Alicia Keys has released her fifth album Girl On Fire a little over a decade since she first came into recorded music prominence. The Hell’s Kitchen R&B Singer-Songwriter went cross-genre in 2001 thanks in due part to her ability to add musicality to R&B. It wasn’t anything new to the genre, but at the time it was something that wasn’t common. It was a well marketed intention of artistic integrity that earned Alicia Keys a record setting five Grammys in one night in 2002, and she’s delivered on the promise of being that year’s Best New Artist ever since.

With Girl On Fire, she continues along a “Best New Artist” vein. For the first time, Alicia heavily enlists the help of some of today’s popular songwriters (for every track except two): Emeli Sandé, Bruno Mars, John Legend, Babyface, and Frank Ocean. None of the collaborations backfire in the way they could. Alicia retains her signature style. Apart from the noticeable inclusions on the album, the noticeable absence from the Girl On Fire crew is Kerry Brothers. The acoustic production of every track except “Girl On Fire” and “A New Day” (respectively produced by Salaam Remi and Swizz Beatz) mark Kerry’s obvious exclusion.

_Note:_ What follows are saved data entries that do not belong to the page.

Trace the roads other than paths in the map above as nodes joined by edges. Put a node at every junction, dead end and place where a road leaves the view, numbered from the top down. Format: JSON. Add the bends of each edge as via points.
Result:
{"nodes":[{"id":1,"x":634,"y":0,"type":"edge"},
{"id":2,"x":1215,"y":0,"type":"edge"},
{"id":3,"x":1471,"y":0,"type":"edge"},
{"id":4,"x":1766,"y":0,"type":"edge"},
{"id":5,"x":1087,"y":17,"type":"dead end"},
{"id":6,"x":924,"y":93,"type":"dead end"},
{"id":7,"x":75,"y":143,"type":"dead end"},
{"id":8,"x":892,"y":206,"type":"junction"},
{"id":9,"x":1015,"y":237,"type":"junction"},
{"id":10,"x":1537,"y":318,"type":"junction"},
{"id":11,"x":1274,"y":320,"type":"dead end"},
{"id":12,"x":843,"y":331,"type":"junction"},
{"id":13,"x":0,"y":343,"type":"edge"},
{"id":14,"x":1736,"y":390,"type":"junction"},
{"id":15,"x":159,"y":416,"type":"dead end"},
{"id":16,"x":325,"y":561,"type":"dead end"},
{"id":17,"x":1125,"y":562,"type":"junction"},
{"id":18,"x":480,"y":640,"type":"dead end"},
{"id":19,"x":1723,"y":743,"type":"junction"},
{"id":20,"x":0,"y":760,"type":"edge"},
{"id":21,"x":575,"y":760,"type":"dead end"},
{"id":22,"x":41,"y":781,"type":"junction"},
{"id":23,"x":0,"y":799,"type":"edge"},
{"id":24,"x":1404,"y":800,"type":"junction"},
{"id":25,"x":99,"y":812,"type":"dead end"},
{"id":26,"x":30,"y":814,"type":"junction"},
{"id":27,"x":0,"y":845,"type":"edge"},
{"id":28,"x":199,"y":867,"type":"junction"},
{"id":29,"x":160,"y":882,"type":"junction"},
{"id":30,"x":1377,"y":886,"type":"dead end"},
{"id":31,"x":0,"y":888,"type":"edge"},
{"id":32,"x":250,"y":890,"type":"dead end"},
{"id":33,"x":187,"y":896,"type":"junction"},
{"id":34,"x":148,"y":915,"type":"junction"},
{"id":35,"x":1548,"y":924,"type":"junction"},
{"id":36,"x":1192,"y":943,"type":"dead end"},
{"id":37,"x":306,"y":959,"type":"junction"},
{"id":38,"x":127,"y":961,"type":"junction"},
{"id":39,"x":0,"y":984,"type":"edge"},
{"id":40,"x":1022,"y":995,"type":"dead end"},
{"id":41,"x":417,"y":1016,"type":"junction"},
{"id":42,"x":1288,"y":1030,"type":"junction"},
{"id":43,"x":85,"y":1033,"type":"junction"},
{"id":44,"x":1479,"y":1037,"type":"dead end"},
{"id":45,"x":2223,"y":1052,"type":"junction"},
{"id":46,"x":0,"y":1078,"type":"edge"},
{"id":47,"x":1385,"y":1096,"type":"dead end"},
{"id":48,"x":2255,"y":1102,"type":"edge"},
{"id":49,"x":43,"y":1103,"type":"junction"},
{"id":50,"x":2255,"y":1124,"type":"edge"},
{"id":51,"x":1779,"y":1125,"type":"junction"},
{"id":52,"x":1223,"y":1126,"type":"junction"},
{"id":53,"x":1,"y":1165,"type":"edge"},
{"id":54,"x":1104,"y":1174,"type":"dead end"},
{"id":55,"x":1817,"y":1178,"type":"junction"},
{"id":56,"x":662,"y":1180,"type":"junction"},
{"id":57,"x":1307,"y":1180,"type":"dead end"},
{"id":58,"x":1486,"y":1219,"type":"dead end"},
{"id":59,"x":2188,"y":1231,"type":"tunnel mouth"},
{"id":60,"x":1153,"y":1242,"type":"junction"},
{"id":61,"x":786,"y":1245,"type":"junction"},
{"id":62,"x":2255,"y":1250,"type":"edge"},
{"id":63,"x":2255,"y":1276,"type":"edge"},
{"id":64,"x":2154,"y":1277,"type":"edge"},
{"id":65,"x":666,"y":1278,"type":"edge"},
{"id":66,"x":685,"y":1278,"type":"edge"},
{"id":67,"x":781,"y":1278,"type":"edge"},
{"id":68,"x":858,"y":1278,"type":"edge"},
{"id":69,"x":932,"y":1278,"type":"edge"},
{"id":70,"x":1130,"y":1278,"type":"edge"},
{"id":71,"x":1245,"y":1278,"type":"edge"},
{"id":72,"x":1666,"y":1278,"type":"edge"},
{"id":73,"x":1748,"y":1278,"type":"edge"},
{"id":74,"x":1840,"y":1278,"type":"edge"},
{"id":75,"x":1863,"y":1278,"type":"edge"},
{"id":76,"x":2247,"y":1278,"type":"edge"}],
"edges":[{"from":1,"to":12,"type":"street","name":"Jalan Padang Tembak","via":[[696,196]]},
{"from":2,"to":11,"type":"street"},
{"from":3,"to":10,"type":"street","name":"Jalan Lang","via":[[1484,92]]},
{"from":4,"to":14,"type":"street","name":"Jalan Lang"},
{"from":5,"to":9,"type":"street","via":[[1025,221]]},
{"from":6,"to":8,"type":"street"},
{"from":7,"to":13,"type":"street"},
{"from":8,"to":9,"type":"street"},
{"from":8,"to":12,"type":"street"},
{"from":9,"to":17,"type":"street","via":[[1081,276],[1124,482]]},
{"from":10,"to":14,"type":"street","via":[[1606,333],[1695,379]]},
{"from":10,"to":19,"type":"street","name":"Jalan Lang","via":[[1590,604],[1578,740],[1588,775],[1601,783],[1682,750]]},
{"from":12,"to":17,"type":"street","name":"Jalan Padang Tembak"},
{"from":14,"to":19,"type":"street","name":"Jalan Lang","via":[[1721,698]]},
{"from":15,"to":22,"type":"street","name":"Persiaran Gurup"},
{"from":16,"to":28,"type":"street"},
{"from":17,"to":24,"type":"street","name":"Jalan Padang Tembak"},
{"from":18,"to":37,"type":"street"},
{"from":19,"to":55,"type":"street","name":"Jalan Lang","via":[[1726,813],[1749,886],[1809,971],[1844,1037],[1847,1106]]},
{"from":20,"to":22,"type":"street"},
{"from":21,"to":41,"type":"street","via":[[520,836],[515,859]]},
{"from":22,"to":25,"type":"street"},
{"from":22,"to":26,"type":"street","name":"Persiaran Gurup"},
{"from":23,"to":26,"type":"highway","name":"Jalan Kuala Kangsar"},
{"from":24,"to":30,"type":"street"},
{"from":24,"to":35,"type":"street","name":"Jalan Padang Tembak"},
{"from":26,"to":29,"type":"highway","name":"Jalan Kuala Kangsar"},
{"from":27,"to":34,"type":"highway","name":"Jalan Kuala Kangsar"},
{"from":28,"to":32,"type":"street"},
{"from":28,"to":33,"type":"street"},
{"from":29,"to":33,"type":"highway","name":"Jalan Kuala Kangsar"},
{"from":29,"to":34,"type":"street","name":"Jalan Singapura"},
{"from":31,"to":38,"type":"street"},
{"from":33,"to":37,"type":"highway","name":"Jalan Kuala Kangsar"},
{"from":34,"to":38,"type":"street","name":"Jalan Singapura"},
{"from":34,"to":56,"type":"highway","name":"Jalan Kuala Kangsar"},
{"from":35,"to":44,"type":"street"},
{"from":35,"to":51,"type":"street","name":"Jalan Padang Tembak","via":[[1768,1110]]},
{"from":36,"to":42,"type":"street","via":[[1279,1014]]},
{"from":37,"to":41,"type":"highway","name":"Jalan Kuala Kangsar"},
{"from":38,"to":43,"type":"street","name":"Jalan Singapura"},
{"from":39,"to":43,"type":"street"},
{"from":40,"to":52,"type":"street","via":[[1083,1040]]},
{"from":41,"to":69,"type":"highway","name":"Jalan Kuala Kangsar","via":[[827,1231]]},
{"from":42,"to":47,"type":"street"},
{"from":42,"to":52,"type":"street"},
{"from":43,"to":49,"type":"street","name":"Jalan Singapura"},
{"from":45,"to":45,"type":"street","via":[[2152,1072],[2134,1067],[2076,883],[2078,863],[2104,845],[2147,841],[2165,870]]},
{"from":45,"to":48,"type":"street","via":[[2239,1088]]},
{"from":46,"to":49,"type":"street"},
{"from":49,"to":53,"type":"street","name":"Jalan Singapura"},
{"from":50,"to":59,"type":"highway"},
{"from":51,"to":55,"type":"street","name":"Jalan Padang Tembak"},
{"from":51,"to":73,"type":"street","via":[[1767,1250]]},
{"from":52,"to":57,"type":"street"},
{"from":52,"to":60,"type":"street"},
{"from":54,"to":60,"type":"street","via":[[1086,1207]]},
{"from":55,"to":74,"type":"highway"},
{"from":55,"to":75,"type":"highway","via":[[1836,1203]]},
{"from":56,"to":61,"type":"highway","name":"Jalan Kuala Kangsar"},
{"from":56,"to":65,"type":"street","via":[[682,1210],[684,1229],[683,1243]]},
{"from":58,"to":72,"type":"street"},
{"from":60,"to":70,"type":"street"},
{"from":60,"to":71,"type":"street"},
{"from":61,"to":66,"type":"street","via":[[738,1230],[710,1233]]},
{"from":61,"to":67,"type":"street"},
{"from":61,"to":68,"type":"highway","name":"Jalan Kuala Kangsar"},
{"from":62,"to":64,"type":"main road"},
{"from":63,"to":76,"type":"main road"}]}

Alicia’s songwriting turned inward since 2007’s As I Am. Songs about romance were paired with songs about realizing one’s purpose and the lessons of life mistakes. Girl On Fire finds the perfect balance of self-help and realized-romance. Take for instance the beautiful “Brand New Me” where she sings, “If I talk a little louder/If I speak up when you’re wrong/If I walk a little taller/I been under you too long” along with the Frank Ocean co-penned “One Thing” where the pair’s words come together in harmony. The Maxwell duet “Fire We Make” has the potential to be Alicia’s biggest single since the 2009 Drake pairing “Fireworks” – romantic, succinct, with an indelible R&B melody. The album’s signature Alicia Keys moment, “Not Even The King,” is the most stripped down track that captures Alicia’s ability to carry simple production (think of how it felt listening to “If I Ain’t Got You” for the first time).

Upon first glance there’s an absence of radio singles on Girl On Fire, but aside from the strained vocals on the title track, A.Keys has delivered a subdued album. While Keys started by taking over the Pop charts, she’s slowly worked her way into an R&B focus – it’s a welcome endeavor as she’s always been a true R&B artist. Girl On Fire pushes her superb writing skills forward without losing what makes Alicia Keys the artist she promised to be 11 years ago.